Musik in Osteuropa während der Zeit des Kalten Krieges
Das Programm verbindet Klavierpräludien von drei herausragenden, in der heutigen Ukraine gebürtigen Komponisten, die dem westlichen Publikum bislang unbekannt blieben.
Zwei der Komponisten des heutigen Programms waren jüdischer Abstammung und wurden Opfer einer antisemitischen Kampagne in den letzten Jahren der Stalin-Zeit: Der Komponist, Pianist und Professor am Kiewer Konservatorium Matvey Gozenpud wurde 1948 fristlos entlassen und ging nach Kasachstan, um einer drohenden Festnahme zu entfliehen. Einige seiner Werke sind dadurch verschollen. Yevgenia Yakhnina, die aus Charkow stammte und als Kompositionsdozentin an einer Moskauer Fachmusikschule arbeitete, verlor 1948 ebenso ihre Stelle und wurde dann fünf Jahre lang aus dem Musikleben ausgeschlossen.
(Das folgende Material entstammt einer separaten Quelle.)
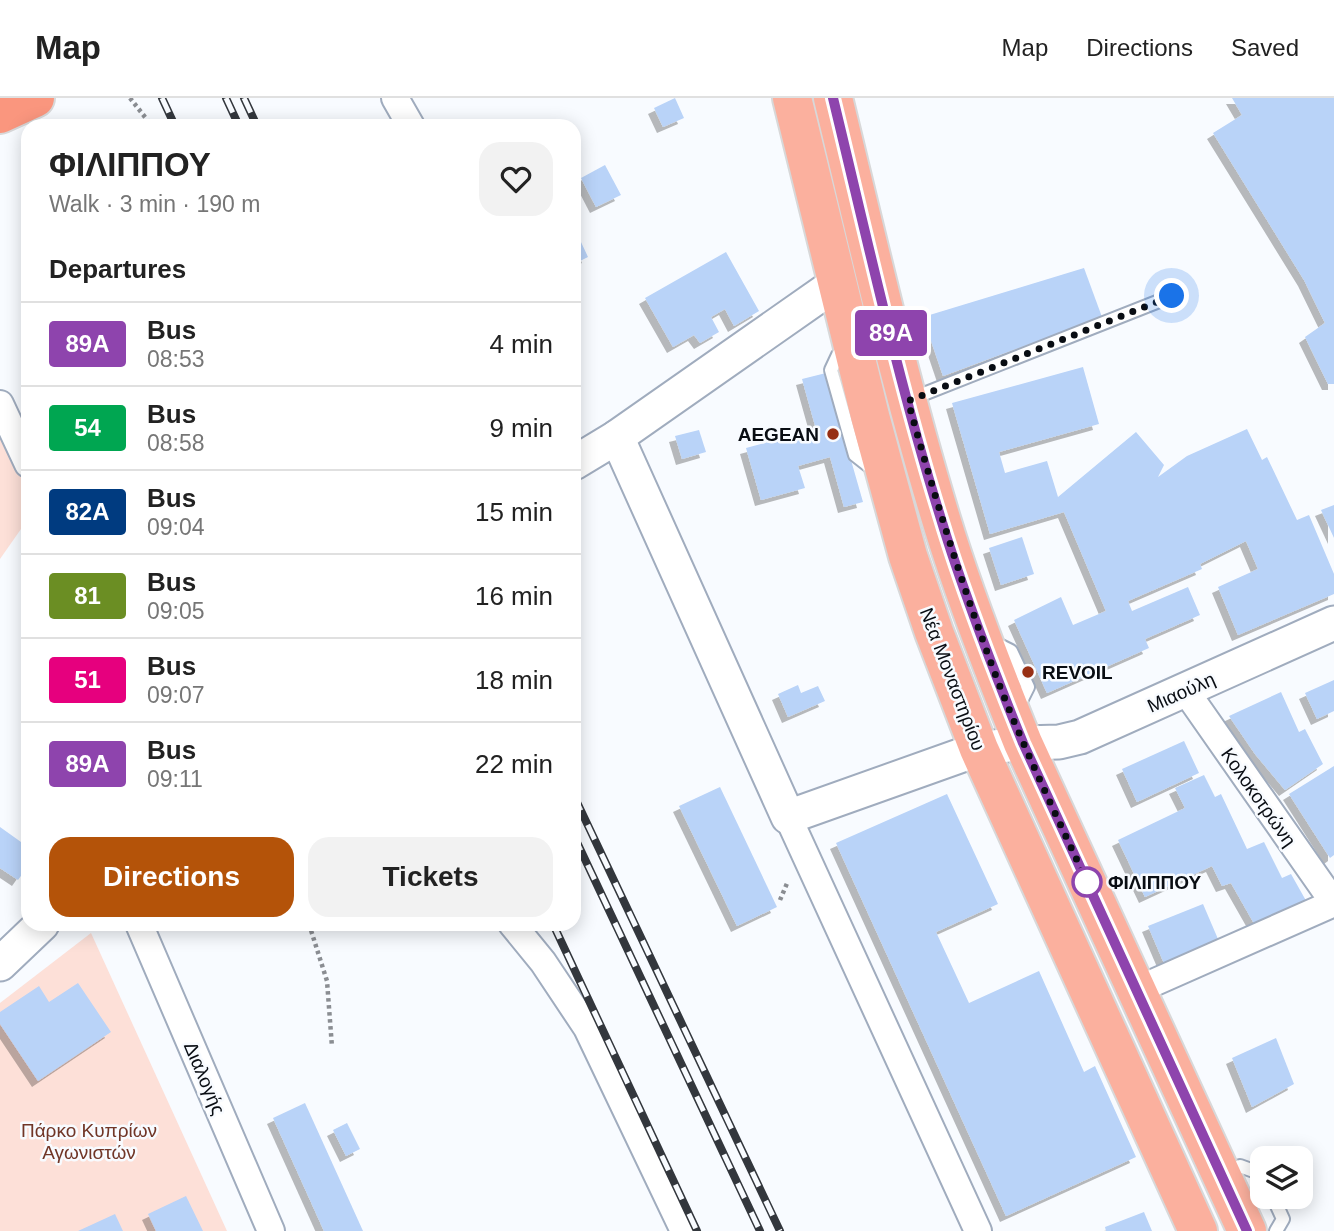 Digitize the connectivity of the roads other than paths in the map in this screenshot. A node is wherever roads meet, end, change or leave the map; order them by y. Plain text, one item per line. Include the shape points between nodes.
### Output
1 (35, 98) edge
2 (395, 98) edge
3 (792, 98) edge
4 (833, 98) edge
5 (0, 114) edge
6 (407, 119) edge
7 (837, 283) junction
8 (1172, 296) dead end
9 (838, 355) dead end
10 (908, 401) junction
11 (0, 404) edge
12 (617, 437) junction
13 (21, 449) edge
14 (581, 451) edge
15 (869, 466) dead end
16 (1334, 623) edge
17 (1000, 646) dead end
18 (1185, 691) junction
19 (1022, 699) dead end
20 (1023, 743) junction
21 (979, 749) junction
22 (788, 817) junction
23 (1334, 903) edge
24 (35, 931) edge
25 (142, 931) edge
26 (518, 931) edge
27 (0, 964) edge
28 (1137, 990) junction
29 (1240, 1166) dead end
30 (1250, 1170) edge
31 (1278, 1209) edge
32 (271, 1231) edge
33 (684, 1231) edge
34 (978, 1231) edge
35 (1198, 1231) edge
36 (1247, 1231) edge
37 (1276, 1231) edge

1 - 5 highway
2 - 6 street
3 - 7 main road, Νέα Μοναστηρίου
4 - 10 main road
7 - 12 street
7 - 21 main road, Νέα Μοναστηρίου via 908,556
8 - 10 lane
9 - 15 lane via 831,370 855,455
10 - 20 main road via 941,520
11 - 13 street
12 - 14 street
12 - 22 street
16 - 18 street, Μιαούλη
17 - 19 lane via 1011,651 1028,687
18 - 20 street, Μιαούλη via 1080,737
18 - 23 street, Κολοκοτρώνη
20 - 21 street, Μιαούλη
20 - 28 main road
21 - 22 street, Μιαούλη
21 - 35 main road, Νέα Μοναστηρίου
22 - 34 street
23 - 28 street
24 - 27 street
25 - 32 street, Διαλογής
26 - 33 street via 587,1028
28 - 36 main road
29 - 30 lane
31 - 37 lane via 1283,1219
Der bedeutende ukrainische Komponist, Pianist und Pädagoge Nikolai Silvansky, ebenfalls aus Charkow, wirkte nach seinem Studium in Leningrad und Moskau zunächst in seiner Heimatstadt und später als Professor am Kiewer Konservatorium.
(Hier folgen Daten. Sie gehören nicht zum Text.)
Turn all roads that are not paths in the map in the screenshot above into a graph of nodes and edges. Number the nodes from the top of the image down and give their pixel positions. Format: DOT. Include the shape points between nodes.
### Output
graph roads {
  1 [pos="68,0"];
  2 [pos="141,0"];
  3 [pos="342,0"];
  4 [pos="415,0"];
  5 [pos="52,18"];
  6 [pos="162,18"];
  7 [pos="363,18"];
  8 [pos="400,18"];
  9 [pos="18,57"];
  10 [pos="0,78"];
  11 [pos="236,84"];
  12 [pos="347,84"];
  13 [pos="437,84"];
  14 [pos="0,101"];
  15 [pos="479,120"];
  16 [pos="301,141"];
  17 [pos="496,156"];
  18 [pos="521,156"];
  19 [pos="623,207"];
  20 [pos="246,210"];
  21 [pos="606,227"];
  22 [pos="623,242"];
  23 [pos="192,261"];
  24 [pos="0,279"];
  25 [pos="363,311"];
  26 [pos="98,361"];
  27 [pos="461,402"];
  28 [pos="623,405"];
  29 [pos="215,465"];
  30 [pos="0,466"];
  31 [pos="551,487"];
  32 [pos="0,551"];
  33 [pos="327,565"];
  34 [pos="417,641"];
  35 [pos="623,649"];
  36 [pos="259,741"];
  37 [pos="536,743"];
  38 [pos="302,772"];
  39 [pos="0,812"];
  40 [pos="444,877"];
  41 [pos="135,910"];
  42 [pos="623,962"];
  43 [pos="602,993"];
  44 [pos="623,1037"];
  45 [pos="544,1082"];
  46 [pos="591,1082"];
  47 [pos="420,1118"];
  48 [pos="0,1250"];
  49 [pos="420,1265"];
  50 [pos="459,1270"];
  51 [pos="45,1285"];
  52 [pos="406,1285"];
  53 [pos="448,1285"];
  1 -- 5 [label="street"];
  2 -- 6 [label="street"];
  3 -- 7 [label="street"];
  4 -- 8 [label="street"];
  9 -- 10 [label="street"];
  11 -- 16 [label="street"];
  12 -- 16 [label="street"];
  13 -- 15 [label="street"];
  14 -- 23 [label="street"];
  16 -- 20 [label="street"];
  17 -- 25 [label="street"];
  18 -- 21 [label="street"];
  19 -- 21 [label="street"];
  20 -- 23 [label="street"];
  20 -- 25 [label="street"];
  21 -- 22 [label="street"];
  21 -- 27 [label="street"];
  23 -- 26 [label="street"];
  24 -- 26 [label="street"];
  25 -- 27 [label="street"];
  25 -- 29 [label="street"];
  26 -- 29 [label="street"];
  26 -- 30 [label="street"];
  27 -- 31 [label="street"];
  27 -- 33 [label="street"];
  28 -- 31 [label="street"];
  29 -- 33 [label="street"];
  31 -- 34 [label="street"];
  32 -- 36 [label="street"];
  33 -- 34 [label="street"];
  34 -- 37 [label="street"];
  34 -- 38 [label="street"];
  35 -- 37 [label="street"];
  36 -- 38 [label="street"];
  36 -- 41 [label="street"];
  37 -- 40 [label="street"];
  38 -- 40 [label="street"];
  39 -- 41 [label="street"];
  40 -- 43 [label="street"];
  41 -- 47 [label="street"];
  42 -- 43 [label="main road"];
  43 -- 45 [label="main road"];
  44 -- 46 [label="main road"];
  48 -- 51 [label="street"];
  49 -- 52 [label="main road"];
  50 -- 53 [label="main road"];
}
Jascha Nemtsov spielte diese berührende, innige und zum Teil beklemmende Musik auf CD ein, die unter dem Titel „Ukrainian Préludes“ im November 2024 erschienen ist.
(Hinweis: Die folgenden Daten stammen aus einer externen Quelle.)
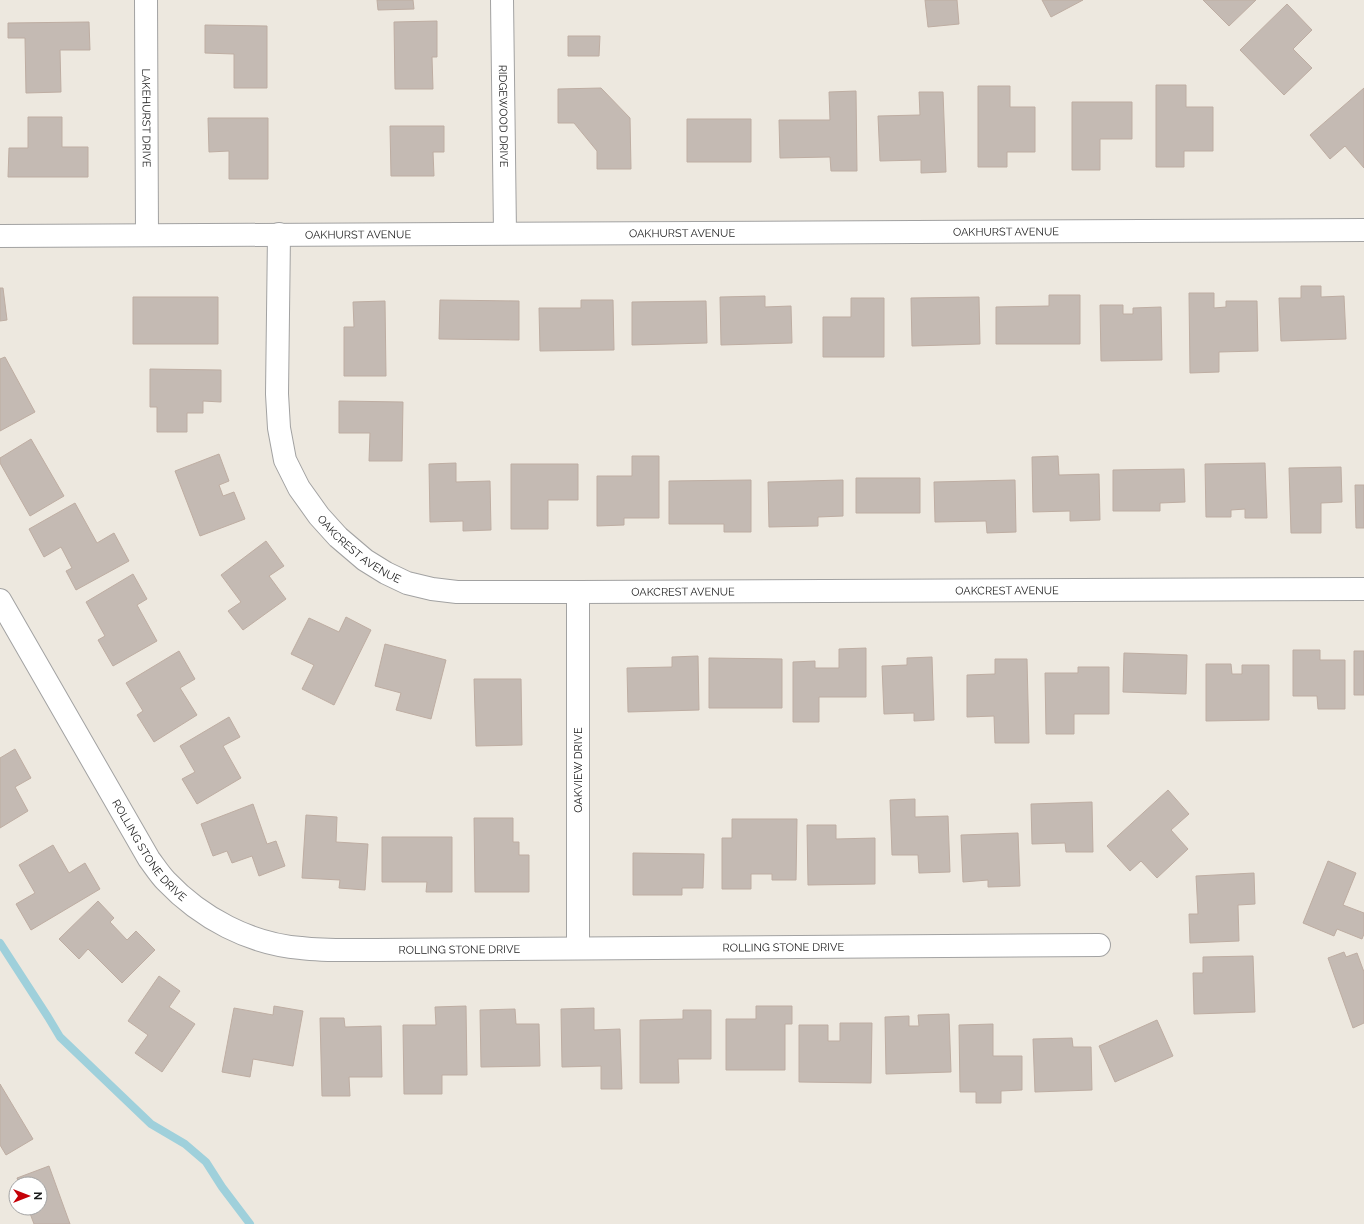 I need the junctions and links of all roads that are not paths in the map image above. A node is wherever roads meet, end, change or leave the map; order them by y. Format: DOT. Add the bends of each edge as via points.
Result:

Jascha Nemtsov ist Pianist und Musikwissenschaftler, Professor für Geschichte der jüdischen Musik an der Hochschule für Musik Franz Liszt Weimar und Akademischer Leiter der Kantorenausbildung an der Universität Potsdam. Er studierte am St. Petersburger Staatlichen Konservatorium und lebt seit 1992 in Deutschland. Seine Forschungsprojekte sind jüdischer Musik und jüdischen Komponisten im 19. und 20. Jahrhundert gewidmet. 2024 erschienen im Harrassowitz Verlag Wiesbaden seine Monographie „From St. Petersburg to Vienna: The New Jewish School in Music (1908–1938) as Part of the Jewish Cultural Renaissance“ und im NomosVerlag sein Lehrbuch „Jüdische Musik: Einführung“, die erste Publikation dieser Art weltweit. Als Pianist konzertiert Nemtsov international, er nahm bislang mehr als 40 CDs auf, darunter zahlreiche Ersteinspielungen von Werken wiederentdeckter verfolgter Komponisten. 2007 bekam er den Preis der Deutschen Schallplattenkritik und 2018 den Preis OPUS KLASSIK. Seine jüngste Einspielung „Ukrainian Préludes“ wurde für die International Classical Music Awards 2025 9nominiert.